Dentro del marco propuesto aquí, la afirmación se vuelve comprensible.
María no es presentada como poseedora de un poder independiente de Dios. Más bien, la paz pertenece exclusivamente a la misión encomendada a aquella cuya disposición celestial está completamente orientada hacia la reconciliación y el consuelo.
Así como el gobierno pertenece particularmente al Logos, la paz pertenece particularmente a la vocación de María.
Esto no disminuye su significado.
Revela su armonía.
Por lo tanto, la relación entre María y Jesús no puede reducirse a la maternidad biológica.
En Caná, María habla y Jesús actúa.
En la cruz, Jesús encomienda a María al discípulo amado.
En Fátima, María señala continuamente hacia Cristo, invitando al mismo tiempo al mundo a la devoción a su Inmaculado Corazón.
Estos no son incidentes aislados.
Revelan una relación cuyas raíces trascienden la historia.
Por lo tanto, el Inmaculado Corazón debe entenderse como algo más que un símbolo de pureza moral.
Revela la disposición personal más profunda de María.
Así como la misión educativa del Logos dirige constantemente la historia hacia el Padre, el Inmaculado Corazón se dirige constantemente hacia la paz, el consuelo y la salvación de los demás.
El corazón revela a la persona.
El corazón de María revela quién es eternamente.
Esta perspectiva también ayuda a explicar por qué las oraciones dirigidas a María no deben entenderse como una disminución de la devoción a Dios.
El Padre se regocija en todo movimiento auténtico hacia Él.
El Logos desea ante todo que la humanidad llegue a amar al Padre.
María no desea nada más que lo que el Logos desea.
La comunión perfecta elimina la rivalidad.
Cuanto más nos acercamos a María, más nos acercamos al Logos.
Cuanto más nos acercamos al Logos, más nos acercamos al Padre.
Estos caminos no compiten entre sí, sino que son expresiones de una sola comunión.
Esto también explica por qué las Escrituras y las revelaciones posteriores a veces presentan a María con una confianza extraordinaria.

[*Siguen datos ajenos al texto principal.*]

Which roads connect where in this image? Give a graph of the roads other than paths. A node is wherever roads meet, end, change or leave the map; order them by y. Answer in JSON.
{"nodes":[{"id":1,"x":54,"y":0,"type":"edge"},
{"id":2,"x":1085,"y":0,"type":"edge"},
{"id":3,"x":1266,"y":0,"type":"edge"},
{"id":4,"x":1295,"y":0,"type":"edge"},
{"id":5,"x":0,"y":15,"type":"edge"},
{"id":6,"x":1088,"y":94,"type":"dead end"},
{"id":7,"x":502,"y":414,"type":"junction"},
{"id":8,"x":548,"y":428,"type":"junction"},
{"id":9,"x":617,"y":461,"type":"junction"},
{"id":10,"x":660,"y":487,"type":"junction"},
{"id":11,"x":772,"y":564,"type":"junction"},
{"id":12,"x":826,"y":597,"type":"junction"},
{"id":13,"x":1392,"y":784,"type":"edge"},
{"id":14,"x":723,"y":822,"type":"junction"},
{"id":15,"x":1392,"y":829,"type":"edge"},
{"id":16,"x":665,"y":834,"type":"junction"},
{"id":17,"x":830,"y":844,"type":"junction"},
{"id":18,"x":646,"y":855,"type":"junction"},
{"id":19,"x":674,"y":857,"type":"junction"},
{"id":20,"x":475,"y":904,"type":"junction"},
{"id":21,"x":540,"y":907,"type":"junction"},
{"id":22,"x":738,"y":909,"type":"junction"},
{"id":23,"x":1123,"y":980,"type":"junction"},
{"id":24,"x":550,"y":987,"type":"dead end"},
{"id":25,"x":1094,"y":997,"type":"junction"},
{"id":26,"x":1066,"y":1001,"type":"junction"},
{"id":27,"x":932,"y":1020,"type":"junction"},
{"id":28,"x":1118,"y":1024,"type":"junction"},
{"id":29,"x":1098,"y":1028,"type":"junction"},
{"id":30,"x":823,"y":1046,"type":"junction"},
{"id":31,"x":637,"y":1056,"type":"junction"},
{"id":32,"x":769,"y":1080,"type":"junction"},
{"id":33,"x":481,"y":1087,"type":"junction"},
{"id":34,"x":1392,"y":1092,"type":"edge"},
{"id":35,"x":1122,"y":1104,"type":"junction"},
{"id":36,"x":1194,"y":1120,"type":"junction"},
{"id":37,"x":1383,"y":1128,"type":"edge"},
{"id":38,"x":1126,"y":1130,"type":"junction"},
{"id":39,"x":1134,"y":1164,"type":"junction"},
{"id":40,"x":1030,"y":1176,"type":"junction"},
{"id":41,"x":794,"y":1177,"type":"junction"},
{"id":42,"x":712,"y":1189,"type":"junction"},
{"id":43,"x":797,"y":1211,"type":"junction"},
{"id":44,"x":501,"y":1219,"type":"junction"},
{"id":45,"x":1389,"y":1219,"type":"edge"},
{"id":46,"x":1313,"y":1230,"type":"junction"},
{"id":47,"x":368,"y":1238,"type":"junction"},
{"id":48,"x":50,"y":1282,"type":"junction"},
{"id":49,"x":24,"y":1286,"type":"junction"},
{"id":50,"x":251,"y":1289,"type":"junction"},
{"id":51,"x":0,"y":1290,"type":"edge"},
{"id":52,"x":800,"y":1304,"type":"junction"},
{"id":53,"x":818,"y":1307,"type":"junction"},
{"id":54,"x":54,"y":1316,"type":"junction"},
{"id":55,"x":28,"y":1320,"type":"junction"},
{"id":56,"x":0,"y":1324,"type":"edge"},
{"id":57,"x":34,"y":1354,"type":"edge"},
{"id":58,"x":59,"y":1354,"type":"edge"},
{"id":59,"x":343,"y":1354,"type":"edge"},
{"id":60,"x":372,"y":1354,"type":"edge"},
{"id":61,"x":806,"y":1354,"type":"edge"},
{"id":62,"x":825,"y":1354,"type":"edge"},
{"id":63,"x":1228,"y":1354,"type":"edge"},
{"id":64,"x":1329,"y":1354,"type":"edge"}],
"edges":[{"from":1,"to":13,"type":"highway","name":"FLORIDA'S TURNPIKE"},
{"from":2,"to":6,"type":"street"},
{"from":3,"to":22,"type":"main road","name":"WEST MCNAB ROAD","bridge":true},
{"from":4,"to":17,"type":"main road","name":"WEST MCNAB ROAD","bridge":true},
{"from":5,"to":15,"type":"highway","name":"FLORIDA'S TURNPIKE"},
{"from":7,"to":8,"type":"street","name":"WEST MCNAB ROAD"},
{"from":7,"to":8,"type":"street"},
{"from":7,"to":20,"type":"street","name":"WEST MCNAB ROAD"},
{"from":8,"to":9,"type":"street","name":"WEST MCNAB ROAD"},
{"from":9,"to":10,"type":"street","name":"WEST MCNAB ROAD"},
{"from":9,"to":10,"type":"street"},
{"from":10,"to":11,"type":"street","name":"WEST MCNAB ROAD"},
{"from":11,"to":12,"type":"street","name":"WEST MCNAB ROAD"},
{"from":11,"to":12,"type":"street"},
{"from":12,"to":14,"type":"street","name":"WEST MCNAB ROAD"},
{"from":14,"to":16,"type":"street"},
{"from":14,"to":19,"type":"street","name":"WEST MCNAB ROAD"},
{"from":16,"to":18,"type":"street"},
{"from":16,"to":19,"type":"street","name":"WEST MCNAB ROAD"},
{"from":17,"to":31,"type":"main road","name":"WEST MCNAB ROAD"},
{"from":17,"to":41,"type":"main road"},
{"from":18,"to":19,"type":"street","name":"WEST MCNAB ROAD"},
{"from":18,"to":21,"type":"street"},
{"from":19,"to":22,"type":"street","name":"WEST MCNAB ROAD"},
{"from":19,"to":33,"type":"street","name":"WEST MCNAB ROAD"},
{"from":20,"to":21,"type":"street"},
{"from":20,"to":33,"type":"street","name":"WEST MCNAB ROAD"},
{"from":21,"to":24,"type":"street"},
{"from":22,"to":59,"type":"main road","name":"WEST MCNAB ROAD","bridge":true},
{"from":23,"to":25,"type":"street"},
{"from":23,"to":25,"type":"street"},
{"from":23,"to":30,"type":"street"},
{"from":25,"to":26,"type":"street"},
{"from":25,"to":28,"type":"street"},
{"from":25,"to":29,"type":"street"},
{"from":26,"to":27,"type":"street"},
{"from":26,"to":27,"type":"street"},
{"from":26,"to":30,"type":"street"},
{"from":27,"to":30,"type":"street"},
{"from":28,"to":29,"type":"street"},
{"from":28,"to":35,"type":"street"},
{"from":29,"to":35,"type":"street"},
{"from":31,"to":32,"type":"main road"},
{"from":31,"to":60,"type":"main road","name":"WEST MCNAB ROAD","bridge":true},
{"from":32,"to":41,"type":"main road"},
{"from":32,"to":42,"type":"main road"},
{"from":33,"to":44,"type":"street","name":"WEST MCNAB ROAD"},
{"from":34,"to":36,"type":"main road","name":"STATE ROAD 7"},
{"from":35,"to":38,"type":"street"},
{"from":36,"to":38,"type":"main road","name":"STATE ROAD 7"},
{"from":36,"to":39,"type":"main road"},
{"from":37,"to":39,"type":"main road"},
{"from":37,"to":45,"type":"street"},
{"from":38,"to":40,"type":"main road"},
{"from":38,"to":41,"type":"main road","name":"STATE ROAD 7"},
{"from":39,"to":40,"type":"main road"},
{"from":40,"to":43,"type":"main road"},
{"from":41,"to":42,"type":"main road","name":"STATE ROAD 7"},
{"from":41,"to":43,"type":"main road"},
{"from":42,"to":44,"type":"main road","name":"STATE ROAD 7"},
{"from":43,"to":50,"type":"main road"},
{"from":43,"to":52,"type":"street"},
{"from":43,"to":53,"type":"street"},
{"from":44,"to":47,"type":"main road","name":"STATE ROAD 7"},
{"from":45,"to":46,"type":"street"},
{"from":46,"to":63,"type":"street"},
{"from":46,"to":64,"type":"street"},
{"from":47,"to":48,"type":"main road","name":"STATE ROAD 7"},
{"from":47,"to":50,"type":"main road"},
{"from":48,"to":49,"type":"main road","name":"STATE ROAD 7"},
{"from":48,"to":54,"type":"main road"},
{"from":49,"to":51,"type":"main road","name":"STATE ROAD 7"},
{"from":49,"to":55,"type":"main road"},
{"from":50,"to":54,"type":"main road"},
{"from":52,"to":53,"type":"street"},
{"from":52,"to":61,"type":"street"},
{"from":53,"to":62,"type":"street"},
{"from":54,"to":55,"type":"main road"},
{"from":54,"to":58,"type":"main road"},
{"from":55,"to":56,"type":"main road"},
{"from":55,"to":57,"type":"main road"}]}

No habla como alguien que busca el honor para sí misma.
Habla como alguien que sabe que su voluntad está completamente unida a la misión que le ha encomendado el Logos.
Su confianza no se basa en la independencia, sino en la comunión perfecta.
En última instancia, la grandeza de María no reside ni en el privilegio ni en la exaltación.
Su grandeza reside en el amor.
Ella es el corazón más cercano al Logos.
Su maternidad terrenal revela una realidad celestial que existía antes del comienzo de la historia y que perdura más allá de su fin.
El drama de la revelación permite a la humanidad vislumbrar esta relación en fragmentos: en Belén, en Caná, al pie de la cruz y en manifestaciones posteriores como Fátima. Sin embargo, estos momentos terrenales son solo ventanas a una comunión eterna que permanece en gran medida oculta a la vista humana.
Por lo tanto, el propósito de contemplar a María no se limita a ella misma.
Su vida enseña la ley más profunda del cielo.
La gloria suprema no es el poder.
No es el cargo.
No es el dominio.
Ni siquiera es el conocimiento.
La gloria suprema es la perfecta cercanía al amor divino.
María es la revelación terrenal más clara de esa verdad eterna.